## Working data
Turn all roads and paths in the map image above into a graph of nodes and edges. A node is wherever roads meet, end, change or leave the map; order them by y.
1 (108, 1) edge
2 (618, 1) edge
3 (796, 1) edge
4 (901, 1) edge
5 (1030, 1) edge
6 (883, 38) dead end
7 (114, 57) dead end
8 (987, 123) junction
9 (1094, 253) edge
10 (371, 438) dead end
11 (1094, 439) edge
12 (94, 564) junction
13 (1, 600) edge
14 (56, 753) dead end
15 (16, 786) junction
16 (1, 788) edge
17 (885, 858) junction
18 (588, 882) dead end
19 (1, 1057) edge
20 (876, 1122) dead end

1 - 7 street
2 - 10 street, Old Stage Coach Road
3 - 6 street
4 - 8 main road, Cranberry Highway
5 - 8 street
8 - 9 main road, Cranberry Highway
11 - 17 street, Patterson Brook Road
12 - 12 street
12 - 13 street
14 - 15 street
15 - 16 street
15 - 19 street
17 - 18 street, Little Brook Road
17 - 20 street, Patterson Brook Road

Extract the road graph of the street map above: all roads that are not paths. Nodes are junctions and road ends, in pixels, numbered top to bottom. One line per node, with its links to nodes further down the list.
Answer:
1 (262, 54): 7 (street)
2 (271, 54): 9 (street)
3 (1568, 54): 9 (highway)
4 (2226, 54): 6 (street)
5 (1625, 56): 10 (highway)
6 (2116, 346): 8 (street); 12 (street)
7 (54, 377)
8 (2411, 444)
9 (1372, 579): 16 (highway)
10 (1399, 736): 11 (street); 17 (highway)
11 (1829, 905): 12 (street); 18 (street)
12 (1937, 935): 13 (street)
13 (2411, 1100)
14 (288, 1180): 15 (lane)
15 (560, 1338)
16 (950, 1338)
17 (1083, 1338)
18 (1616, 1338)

## Exercise prompt
Word for word, copy out the data.

## Solution to this exercise
Turn all roads and paths in the map image above into a graph of nodes and edges. A node is wherever roads meet, end, change or leave the map; order them by y.
1 (108, 1) edge
2 (618, 1) edge
3 (796, 1) edge
4 (901, 1) edge
5 (1030, 1) edge
6 (883, 38) dead end
7 (114, 57) dead end
8 (987, 123) junction
9 (1094, 253) edge
10 (371, 438) dead end
11 (1094, 439) edge
12 (94, 564) junction
13 (1, 600) edge
14 (56, 753) dead end
15 (16, 786) junction
16 (1, 788) edge
17 (885, 858) junction
18 (588, 882) dead end
19 (1, 1057) edge
20 (876, 1122) dead end

1 - 7 street
2 - 10 street, Old Stage Coach Road
3 - 6 street
4 - 8 main road, Cranberry Highway
5 - 8 street
8 - 9 main road, Cranberry Highway
11 - 17 street, Patterson Brook Road
12 - 12 street
12 - 13 street
14 - 15 street
15 - 16 street
15 - 19 street
17 - 18 street, Little Brook Road
17 - 20 street, Patterson Brook Road

Extract the road graph of the street map above: all roads that are not paths. Nodes are junctions and road ends, in pixels, numbered top to bottom. One line per node, with its links to nodes further down the list.
Answer:
1 (262, 54): 7 (street)
2 (271, 54): 9 (street)
3 (1568, 54): 9 (highway)
4 (2226, 54): 6 (street)
5 (1625, 56): 10 (highway)
6 (2116, 346): 8 (street); 12 (street)
7 (54, 377)
8 (2411, 444)
9 (1372, 579): 16 (highway)
10 (1399, 736): 11 (street); 17 (highway)
11 (1829, 905): 12 (street); 18 (street)
12 (1937, 935): 13 (street)
13 (2411, 1100)
14 (288, 1180): 15 (lane)
15 (560, 1338)
16 (950, 1338)
17 (1083, 1338)
18 (1616, 1338)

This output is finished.